:: Given entries

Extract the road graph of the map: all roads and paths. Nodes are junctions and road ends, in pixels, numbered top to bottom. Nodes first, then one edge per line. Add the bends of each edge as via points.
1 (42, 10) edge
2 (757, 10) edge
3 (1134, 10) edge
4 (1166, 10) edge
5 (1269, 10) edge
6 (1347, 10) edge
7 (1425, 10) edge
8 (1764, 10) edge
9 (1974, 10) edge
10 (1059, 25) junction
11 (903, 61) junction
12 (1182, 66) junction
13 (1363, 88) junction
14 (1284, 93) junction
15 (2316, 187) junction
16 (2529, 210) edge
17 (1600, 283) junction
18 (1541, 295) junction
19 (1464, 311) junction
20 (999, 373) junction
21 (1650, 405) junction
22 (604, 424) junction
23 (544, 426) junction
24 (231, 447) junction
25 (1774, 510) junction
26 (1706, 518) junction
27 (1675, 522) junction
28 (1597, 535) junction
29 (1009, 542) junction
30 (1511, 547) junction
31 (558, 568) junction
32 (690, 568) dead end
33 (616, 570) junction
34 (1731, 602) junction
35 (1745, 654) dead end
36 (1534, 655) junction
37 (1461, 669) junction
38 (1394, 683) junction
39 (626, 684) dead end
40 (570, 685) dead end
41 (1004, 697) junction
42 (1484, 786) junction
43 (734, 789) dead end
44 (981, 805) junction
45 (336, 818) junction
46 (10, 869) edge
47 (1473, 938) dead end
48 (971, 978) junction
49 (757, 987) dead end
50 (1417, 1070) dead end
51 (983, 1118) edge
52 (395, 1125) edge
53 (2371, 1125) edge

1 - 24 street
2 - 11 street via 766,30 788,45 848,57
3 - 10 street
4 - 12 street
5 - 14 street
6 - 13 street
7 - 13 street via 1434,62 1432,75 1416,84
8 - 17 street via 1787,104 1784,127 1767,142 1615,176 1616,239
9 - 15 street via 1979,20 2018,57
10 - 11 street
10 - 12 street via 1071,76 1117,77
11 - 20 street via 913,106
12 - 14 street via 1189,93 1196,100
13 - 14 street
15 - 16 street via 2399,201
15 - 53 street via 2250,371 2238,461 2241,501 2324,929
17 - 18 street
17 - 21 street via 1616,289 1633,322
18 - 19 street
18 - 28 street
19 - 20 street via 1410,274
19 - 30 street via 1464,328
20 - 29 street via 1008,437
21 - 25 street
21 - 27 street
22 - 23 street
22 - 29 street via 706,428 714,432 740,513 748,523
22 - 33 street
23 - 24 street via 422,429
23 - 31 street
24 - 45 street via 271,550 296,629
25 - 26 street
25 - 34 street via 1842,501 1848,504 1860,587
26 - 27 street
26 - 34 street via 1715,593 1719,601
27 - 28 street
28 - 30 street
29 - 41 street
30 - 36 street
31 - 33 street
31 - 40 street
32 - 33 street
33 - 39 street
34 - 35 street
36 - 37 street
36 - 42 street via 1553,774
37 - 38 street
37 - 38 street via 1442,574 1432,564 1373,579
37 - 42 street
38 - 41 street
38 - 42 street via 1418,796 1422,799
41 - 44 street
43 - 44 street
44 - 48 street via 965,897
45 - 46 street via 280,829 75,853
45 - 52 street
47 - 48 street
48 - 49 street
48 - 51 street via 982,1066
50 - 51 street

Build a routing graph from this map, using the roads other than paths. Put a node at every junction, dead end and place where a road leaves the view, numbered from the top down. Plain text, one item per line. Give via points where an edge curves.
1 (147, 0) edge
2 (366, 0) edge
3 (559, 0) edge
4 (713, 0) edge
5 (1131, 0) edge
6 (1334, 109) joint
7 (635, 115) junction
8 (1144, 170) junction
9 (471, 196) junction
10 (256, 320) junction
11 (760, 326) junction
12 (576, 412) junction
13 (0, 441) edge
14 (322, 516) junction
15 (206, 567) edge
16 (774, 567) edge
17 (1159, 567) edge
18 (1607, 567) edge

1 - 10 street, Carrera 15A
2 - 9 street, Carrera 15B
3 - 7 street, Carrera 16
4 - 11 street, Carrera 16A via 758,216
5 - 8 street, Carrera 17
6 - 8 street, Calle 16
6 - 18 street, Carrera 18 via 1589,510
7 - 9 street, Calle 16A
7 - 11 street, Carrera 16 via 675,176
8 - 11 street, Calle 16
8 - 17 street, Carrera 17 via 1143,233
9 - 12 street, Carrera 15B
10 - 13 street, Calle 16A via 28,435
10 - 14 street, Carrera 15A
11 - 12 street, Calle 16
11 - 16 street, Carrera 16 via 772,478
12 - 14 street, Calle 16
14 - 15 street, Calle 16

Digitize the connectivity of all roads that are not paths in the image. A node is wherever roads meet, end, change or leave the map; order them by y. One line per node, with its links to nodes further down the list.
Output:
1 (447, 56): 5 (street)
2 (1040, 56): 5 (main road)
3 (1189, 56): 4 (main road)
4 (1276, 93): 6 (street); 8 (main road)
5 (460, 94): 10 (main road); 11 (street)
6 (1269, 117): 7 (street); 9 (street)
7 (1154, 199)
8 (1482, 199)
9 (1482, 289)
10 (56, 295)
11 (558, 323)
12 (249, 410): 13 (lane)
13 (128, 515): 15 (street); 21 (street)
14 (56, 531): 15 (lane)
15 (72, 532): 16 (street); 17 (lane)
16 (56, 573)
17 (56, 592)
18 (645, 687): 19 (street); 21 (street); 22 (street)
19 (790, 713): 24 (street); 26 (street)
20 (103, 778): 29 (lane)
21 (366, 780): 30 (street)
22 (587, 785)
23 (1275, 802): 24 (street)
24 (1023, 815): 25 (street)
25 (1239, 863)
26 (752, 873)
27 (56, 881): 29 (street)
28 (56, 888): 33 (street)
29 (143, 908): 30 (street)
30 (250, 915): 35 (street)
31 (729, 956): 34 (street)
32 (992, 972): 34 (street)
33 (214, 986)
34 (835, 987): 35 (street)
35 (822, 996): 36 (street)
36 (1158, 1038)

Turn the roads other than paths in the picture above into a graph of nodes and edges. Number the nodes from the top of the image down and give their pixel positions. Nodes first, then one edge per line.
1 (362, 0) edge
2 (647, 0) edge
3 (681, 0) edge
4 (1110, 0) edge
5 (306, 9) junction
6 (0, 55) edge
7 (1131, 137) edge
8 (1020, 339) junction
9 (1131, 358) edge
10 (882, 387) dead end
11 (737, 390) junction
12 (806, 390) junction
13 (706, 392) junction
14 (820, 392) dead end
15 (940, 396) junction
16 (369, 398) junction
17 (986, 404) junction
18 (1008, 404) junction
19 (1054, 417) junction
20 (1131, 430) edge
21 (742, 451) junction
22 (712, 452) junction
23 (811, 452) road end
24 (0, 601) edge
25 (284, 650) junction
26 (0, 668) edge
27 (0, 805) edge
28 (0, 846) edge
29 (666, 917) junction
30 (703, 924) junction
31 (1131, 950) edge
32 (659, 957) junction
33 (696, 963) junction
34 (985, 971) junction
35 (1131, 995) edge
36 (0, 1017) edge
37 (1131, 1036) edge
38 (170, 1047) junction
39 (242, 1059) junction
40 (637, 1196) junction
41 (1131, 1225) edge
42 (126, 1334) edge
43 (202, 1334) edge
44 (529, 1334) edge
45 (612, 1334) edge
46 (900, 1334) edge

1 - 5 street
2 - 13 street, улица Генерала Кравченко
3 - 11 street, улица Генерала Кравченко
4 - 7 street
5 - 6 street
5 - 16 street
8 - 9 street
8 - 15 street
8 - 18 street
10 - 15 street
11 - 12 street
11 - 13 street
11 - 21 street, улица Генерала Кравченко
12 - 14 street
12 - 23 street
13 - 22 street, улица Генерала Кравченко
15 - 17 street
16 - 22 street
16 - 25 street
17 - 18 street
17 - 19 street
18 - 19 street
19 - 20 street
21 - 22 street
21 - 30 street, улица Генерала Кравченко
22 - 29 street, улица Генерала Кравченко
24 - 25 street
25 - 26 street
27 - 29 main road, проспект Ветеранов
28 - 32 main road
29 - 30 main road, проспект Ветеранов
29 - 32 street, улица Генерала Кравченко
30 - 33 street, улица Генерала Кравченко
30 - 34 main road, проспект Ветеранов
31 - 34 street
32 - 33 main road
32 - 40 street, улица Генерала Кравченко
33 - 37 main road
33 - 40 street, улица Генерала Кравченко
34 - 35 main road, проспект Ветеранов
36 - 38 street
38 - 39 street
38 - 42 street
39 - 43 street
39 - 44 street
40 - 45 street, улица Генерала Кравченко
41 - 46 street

::::

> [About this exercise] Show each line of the records above containing "main".

> [Answer]
2 (1040, 56): 5 (main road)
3 (1189, 56): 4 (main road)
4 (1276, 93): 6 (street); 8 (main road)
5 (460, 94): 10 (main road); 11 (street)
27 - 29 main road, проспект Ветеранов
28 - 32 main road
29 - 30 main road, проспект Ветеранов
30 - 34 main road, проспект Ветеранов
32 - 33 main road
33 - 37 main road
34 - 35 main road, проспект Ветеранов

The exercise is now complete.